Ange qui (sou)rit, ange qui pleure

 

Les plus touchants des personnages… On leur donnerait le bon Dieu sans confession. Tels sont les anges.

 

Trois se signalent particulièrement dans les cathédrales françaises — deux parce qu’ils sourient (à Reims et à Chartres) ; un. Parce qu’il pleure (à Amiens).

Le premier est le plus célèbre.

La statue est sculptée vers 1240. Elle se trouve au portail nord de la façade occidentale. Elle est baptisée l’Ange au Sourire. Sa notoriété est relativement récente : l’œuvre est décapitée par une poutre lors de l’incendie du 19 septembre 1914 provoqué par des bombardements allemands.

La tête se brise en une vingtaine de morceaux que l’abbé Thinot ramasse et met en lieu sûr à l’archevêché de Reims. Architecte des monuments historiques, Max Sainsaulieu l’y découvre en 1915 et l’ange devient un symbole du génie français victime de la sauvagerie boche.

 

La figure est reconstituée après la victoire et, depuis 1926, remontre son énigmatique sourire à sa place d’origine.

(Photos PL)

 

Le deuxième ange souriant tient un cadran solaire à Chartres.

 

Il date du XIIe siècle, mais l’instrument est de 1528. Il est dans un contrefort à l’angle sud-ouest de la cathédrale. Peut-être se trouvait-il au trumeau du porche central du portail ouest avant d’être déplacé. Et sans doute représente-t-il, non un ange, mais un apôtre, Saint Jean le Baptiste (les pieds nus étant l’apanage de ces disciples du Christ).

Seul le dais est d’origine, l’ange et son cadran sont tous deux des copies.
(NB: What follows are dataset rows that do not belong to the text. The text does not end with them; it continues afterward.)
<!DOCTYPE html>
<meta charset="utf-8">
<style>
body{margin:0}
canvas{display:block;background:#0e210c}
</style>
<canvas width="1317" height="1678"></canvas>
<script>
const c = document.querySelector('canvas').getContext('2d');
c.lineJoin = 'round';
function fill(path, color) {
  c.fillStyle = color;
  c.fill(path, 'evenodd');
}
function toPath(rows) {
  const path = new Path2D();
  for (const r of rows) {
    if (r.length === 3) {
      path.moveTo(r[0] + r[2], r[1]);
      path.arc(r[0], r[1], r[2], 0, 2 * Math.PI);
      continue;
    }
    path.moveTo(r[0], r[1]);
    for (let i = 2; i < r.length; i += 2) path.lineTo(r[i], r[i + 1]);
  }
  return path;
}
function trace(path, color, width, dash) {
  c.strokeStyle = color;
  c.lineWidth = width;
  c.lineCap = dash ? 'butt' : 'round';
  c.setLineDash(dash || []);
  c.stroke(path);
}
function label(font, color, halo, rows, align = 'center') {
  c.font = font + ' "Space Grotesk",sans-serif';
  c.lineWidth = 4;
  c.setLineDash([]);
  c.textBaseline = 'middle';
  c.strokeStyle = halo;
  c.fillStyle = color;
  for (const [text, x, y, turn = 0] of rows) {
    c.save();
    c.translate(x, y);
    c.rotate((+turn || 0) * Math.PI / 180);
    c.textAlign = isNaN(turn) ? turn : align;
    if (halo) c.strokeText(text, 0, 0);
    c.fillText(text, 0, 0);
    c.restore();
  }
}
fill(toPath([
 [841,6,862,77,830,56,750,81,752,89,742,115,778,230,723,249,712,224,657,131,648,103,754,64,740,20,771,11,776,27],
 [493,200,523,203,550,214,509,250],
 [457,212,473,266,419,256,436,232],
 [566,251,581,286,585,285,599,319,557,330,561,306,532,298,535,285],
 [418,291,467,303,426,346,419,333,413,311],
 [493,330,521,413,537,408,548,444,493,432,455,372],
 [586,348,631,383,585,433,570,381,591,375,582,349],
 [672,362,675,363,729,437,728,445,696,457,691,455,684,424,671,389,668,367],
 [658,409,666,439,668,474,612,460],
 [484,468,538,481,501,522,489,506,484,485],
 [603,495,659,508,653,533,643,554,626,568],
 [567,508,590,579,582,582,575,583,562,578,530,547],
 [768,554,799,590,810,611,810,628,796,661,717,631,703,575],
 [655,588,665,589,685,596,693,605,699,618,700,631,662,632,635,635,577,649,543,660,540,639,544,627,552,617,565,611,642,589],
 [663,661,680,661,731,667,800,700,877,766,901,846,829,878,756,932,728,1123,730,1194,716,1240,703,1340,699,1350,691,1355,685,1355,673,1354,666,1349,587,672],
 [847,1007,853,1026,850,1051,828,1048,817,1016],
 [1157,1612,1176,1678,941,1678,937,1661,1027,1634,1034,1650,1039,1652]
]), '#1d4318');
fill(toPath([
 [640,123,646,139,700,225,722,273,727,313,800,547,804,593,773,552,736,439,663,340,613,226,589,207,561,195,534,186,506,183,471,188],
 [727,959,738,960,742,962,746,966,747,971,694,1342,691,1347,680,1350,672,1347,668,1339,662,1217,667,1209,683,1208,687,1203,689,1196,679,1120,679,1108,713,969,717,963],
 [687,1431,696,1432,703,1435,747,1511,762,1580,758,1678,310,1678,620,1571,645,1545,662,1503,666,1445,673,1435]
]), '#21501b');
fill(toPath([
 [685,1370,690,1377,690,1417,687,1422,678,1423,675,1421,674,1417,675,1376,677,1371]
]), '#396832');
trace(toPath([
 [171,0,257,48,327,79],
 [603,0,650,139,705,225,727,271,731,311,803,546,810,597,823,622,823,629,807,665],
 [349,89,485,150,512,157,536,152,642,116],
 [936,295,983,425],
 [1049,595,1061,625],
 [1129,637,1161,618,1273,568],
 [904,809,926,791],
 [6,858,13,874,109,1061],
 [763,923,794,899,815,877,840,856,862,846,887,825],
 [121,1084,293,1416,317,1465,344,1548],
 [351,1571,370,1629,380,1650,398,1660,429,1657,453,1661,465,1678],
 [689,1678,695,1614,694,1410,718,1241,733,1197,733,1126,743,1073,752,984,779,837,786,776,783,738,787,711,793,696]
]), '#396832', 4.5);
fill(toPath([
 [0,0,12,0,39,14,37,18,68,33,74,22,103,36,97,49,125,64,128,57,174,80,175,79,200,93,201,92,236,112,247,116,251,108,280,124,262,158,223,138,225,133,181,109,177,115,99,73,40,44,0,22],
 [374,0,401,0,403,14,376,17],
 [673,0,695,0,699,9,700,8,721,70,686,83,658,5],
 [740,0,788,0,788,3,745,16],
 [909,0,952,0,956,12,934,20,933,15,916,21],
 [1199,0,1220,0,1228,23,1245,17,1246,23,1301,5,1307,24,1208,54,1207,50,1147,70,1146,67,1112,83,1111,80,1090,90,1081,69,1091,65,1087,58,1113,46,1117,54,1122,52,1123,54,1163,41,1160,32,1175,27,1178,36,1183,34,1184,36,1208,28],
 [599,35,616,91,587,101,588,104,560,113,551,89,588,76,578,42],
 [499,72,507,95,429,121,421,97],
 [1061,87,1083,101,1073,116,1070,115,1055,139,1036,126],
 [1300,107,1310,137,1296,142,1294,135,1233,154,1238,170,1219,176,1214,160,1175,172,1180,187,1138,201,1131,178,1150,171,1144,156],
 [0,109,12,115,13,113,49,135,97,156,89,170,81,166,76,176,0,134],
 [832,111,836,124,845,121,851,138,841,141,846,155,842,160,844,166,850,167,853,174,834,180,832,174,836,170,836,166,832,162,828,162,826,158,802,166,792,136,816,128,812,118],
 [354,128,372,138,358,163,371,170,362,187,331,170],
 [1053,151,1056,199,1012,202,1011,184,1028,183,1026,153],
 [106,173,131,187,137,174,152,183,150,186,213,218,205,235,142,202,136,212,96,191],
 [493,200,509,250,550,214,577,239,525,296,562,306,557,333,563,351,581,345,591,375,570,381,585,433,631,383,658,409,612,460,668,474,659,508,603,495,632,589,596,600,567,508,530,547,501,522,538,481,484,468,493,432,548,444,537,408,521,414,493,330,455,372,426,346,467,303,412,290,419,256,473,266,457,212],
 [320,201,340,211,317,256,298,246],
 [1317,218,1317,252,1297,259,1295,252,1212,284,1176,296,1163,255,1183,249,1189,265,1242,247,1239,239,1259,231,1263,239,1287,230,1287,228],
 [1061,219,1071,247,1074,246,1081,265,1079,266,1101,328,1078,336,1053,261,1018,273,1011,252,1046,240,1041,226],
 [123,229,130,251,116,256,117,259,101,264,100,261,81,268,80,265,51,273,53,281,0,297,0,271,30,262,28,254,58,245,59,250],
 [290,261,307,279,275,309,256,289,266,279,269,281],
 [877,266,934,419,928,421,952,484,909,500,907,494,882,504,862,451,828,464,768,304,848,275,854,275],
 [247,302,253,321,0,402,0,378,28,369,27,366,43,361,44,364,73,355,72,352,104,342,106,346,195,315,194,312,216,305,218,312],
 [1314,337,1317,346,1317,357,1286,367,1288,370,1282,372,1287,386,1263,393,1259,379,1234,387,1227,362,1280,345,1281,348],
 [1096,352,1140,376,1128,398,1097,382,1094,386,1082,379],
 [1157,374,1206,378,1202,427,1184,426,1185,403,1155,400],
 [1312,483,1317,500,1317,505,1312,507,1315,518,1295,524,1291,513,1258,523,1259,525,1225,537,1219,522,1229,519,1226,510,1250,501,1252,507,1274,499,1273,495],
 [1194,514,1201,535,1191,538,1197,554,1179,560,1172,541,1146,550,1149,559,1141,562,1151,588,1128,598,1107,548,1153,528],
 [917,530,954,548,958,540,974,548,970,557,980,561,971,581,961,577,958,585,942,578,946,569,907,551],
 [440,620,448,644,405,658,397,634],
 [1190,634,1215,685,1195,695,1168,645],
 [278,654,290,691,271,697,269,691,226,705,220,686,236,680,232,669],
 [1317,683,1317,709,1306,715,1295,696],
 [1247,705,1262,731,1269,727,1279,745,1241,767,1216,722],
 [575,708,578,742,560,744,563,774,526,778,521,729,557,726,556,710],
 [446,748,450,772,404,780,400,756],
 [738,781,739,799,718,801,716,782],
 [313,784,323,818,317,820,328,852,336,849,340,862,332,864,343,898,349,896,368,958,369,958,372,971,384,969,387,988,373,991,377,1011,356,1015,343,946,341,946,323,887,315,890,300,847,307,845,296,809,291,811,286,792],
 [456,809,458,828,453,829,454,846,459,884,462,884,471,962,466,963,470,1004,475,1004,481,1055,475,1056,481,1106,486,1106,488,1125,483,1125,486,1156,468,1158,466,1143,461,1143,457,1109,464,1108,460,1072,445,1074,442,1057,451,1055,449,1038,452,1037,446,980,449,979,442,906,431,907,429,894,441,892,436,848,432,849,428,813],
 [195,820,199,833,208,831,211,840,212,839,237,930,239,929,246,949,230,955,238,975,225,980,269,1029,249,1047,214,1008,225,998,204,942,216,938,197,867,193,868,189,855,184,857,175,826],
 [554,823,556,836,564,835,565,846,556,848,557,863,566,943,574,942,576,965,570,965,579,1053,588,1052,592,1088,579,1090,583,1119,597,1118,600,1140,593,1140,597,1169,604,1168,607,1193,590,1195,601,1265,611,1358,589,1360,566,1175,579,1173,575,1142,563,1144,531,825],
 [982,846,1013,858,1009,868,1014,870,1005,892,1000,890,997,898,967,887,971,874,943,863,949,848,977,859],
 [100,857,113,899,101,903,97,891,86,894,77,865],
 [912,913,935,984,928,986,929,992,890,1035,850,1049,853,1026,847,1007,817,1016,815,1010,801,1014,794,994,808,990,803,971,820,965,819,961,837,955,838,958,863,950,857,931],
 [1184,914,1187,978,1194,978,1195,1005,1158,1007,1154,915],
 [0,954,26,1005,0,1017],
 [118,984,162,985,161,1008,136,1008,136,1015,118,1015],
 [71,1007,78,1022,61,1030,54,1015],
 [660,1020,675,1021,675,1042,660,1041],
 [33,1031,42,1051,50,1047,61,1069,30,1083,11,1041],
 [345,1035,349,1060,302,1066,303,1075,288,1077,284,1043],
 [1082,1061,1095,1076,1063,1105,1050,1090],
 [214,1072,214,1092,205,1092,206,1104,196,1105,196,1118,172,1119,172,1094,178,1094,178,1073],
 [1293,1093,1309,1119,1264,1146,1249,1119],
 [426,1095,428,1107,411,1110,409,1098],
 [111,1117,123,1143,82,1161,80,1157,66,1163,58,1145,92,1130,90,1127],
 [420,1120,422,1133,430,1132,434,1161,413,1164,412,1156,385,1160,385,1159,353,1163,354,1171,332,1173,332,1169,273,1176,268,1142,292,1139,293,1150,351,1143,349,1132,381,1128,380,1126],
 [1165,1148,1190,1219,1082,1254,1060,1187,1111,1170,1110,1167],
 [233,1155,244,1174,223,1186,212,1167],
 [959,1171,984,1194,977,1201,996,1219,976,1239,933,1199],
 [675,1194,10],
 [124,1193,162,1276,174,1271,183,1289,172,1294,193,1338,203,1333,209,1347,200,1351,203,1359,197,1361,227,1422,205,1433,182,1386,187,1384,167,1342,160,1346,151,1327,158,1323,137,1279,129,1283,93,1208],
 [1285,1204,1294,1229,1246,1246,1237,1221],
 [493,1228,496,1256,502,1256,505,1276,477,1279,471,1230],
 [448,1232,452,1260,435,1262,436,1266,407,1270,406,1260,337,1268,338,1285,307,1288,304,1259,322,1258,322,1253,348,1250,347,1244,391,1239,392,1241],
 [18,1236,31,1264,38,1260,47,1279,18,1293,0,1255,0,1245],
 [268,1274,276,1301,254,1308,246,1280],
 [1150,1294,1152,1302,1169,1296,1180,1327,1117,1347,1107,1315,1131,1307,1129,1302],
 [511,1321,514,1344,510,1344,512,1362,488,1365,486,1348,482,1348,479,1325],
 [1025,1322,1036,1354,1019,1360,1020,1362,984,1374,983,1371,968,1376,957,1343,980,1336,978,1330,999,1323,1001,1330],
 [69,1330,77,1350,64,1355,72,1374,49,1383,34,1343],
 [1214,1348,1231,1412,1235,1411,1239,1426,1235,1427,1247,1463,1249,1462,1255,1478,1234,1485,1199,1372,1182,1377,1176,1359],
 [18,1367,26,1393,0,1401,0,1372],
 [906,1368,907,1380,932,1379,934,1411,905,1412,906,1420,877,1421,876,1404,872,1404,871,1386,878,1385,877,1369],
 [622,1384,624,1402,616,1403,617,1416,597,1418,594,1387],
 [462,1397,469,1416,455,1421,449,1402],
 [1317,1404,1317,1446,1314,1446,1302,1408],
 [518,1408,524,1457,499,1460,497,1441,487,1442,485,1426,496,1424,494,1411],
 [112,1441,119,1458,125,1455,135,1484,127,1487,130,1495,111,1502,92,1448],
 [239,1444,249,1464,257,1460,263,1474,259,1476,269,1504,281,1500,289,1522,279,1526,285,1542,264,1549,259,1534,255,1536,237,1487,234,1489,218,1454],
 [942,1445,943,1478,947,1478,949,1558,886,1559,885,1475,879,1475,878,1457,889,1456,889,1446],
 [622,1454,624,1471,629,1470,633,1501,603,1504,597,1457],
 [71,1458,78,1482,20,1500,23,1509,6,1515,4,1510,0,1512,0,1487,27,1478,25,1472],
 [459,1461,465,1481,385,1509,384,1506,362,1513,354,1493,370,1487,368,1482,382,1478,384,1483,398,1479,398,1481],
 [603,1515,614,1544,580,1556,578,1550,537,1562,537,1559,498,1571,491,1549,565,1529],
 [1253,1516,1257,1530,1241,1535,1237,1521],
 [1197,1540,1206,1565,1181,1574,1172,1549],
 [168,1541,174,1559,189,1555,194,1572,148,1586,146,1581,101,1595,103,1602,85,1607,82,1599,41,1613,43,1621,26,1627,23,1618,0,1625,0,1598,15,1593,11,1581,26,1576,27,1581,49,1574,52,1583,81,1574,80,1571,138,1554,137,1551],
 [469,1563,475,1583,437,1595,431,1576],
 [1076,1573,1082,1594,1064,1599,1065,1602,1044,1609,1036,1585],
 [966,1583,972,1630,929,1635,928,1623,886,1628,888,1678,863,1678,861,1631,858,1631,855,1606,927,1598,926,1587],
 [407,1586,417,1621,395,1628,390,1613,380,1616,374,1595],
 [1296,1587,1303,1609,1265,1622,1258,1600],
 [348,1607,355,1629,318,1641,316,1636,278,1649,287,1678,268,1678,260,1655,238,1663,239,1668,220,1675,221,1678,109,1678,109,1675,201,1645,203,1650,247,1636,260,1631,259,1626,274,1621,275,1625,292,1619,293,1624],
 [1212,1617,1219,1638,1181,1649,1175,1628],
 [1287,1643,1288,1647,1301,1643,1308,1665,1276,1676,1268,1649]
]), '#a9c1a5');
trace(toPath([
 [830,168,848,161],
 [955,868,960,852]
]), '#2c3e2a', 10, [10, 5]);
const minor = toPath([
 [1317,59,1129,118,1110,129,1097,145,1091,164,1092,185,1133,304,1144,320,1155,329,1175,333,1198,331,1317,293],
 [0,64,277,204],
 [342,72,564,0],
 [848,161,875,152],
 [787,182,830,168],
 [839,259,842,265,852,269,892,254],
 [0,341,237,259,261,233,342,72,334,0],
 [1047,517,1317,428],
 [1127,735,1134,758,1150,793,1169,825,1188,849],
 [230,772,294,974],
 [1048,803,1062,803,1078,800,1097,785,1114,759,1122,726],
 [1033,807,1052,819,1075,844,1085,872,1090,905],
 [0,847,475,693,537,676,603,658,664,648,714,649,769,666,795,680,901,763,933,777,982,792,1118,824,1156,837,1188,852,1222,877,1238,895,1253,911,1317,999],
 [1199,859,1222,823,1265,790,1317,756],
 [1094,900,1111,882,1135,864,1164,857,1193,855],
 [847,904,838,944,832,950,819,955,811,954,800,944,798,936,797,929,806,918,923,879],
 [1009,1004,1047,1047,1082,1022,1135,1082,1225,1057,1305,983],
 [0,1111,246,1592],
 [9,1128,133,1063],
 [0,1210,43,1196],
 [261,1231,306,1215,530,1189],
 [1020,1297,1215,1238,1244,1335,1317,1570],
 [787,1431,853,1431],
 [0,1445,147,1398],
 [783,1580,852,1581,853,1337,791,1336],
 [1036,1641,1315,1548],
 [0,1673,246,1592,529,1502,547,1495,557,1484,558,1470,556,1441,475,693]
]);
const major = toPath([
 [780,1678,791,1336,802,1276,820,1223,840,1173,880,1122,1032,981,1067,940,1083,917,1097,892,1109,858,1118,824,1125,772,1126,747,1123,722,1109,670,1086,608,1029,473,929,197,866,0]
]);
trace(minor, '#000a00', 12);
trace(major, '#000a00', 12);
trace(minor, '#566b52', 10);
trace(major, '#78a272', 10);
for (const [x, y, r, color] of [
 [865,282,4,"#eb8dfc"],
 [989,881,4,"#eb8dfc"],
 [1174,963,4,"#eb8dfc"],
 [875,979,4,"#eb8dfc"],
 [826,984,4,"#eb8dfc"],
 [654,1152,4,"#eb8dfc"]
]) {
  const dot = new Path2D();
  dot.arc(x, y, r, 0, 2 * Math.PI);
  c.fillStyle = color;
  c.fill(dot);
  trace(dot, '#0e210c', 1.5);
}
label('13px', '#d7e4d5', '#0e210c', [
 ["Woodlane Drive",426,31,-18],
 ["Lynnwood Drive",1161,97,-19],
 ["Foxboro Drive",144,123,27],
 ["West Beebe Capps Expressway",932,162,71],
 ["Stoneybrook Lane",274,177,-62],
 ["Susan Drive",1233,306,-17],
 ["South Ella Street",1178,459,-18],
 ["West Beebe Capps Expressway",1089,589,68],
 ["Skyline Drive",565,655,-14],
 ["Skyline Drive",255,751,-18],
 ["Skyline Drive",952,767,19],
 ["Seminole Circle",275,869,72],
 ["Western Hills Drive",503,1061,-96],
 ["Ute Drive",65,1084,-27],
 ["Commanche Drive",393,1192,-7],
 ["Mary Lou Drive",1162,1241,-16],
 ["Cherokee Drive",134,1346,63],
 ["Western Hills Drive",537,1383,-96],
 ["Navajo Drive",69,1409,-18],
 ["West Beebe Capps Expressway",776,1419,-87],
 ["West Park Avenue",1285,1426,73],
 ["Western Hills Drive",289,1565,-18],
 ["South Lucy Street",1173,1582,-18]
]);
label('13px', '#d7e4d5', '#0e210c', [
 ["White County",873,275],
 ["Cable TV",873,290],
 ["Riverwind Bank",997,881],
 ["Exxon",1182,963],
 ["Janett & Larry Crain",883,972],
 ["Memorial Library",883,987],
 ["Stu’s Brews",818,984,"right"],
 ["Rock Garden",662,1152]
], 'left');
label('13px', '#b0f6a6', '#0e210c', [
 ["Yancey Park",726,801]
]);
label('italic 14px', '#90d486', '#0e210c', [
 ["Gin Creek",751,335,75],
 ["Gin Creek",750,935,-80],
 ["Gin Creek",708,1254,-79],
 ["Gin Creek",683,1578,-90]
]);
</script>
Les originaux, assez endommagés, se trouvent dans la crypte du sanctuaire.

 

Le sourire extatique de l’ange de Chartres enthousiasme Auguste Rodin, ainsi que le sculpteur l’écrit dans Les Cathédrales de France (1914).

« Cette fierté ! Cette noblesse ! L’Ange de Chartres est comme un oiseau perché sur l’angle de quelque haut promontoire ; comme un astre vivant dans une solitude, rayonnant sur ces grandes assises de pierre. L’opposition est vive entre ce Solitaire et les foules assemblées sous le portail, où tout est comblé de figures sculptées et mouvantes. […]

Bel être, sans sexe, sirène, Ange, tu es adorable de grâce, tu possèdes la ligne de souplesse, la ligne oblique balancée, presque de danse, équilibre que l’œil adore avec mélancolie, qui parle d’enlacement et d’instabilité !

Tu as été conçu par des cerveaux héroïques, tu es le dernier vestige d’un siècle sublime.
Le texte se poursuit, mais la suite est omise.